I don’t think it ever got up to the power of the Super Nintendo – you wouldn’t want to have played the GBA version of R-Type III, that’s for sure. And I doubt you could have got Chrono Trigger running well on it, which is why they left that until the DS. And you don’t even want to bring the Super FX chip into the conversation. But the GBA had plenty of top quality ports of some of the Super Nintendo’s best, including Super Mario World, Yoshi’s Island, Link to the Past, and the Donkey Kong Country games.
But never mind ports – that’s a job for the Nintendo Switch – what can the GBA do by itself? Well, it was a lot more normal than some of the mad shit that was happening on the GameCube. To wit, you’ve got 2 excellent Metroid games, three Fire Emblem games if you’re into that sort of thing, a rather underrated Mario Kart, a Wario game from both the Wario Land and the WarioWare ends of the spectrum, large helpings of Pokémon from the 3rd Generation, a Zelda game that probably came a bit too late if you skipped LTTP, and probably nine million licensed games with not an iota of quality among them.

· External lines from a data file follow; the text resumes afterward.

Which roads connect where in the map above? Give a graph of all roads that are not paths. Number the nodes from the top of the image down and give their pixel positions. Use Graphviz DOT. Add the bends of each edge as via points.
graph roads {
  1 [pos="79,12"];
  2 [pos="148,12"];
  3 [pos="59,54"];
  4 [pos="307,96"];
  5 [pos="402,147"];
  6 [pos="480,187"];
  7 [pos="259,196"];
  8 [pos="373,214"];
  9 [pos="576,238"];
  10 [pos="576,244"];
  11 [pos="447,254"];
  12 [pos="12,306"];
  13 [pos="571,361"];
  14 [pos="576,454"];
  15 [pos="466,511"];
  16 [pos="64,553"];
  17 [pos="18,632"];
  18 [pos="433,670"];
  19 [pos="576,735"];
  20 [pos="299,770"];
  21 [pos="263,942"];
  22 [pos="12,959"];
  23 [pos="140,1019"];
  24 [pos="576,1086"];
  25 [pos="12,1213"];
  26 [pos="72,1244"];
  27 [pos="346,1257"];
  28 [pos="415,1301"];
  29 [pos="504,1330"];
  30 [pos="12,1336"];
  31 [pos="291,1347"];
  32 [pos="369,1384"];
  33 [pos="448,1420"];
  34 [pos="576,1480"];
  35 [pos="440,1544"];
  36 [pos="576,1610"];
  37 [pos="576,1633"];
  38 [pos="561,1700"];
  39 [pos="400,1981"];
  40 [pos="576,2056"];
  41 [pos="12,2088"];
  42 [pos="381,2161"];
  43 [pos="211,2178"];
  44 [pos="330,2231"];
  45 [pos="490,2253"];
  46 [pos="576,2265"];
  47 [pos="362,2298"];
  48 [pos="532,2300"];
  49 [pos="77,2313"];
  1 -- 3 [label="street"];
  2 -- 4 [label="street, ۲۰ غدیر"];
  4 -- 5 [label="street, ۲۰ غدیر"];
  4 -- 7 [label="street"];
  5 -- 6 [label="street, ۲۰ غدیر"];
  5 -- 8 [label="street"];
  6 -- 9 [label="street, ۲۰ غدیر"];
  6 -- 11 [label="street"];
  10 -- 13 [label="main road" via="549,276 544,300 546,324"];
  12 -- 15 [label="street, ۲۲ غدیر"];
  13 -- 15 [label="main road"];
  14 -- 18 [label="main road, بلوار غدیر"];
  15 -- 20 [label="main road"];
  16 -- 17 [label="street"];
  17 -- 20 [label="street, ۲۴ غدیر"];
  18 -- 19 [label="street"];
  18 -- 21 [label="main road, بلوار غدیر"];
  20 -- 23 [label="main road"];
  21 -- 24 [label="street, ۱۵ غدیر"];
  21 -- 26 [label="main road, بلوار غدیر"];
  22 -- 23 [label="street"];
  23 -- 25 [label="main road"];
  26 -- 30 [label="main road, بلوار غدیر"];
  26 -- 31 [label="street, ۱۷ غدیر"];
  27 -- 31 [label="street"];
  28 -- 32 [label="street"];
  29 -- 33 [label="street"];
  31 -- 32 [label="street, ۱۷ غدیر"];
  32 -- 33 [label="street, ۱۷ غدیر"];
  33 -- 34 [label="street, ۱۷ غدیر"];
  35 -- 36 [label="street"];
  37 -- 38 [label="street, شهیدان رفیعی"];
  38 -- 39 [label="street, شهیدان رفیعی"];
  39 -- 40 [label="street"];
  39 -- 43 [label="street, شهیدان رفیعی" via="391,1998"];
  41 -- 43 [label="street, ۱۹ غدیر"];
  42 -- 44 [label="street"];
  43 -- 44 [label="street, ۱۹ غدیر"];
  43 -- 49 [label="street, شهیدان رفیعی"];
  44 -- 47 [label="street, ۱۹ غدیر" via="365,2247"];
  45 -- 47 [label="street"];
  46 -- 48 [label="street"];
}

You’ve also got a smattering of Sonic games, something you would have thought unthinkable (does that make sense?) only 5 years earlier. Those ones are of varied quality, but one thing that is consistent among the Sonic Advance titles is that the sound is pretty duff, owing to the subpar aural capabilities of the GBA. Some games can make it sing a beautiful tune – I’m looking at the excellent Advance Wars games, three beautiful F-Zero games and especially Mother 3 here. But some of it sounds so tinny, scaldy-down-the-back-of-the-bus sort of thing, which is a shame.
But having sat down and written this piece, it’s only now that I realise just how many great instalments of Nintendo franchises were on here. If you like Sonic, have a trilogy. If you’re a big F-Zero fancier like me, here’s three more, or if you’re more about Fire Emblem, have three more of those as well. Some of this stuff is Japan only, but that’s not the point.
And hey, this’ll kill two bird screens with one stone for you – there was a bizarre series of GBA videos available on cartridge, which allowed you watch episodes of Sonic X, Pokémon, or even the whole Shrek movie on your GBA. I’m not joking you on that, either. You have to understand what a dark age it was before movie streaming and widespread internet.
But a movie on your Game Boy, that’s no good in the dark, is it? And it all goes back to that crucial flaw that the GBA had, its lack of backlight. Now they did finally rectify that with a new edition, the GBA SP, and you can go even further down the timeline for the silly little Game Boy Micro. But you wonder how it took Nintendo so long to light the way.
Still, what a great wee console this was – quite underrated, in my sincere opinion. It just happened that the DS eventually came along to crush it. But the Game Boy Advance, with its bigger screen, better battery life, backwards compatibility and snazzy graphics, proved a worthy successor to the GB/GBC line. And these days, if purists will forgive me for saying it, it’s pretty easy to emulate on any portable device you own. Just make sure you play it in a well-lit room, eh, four-eyes?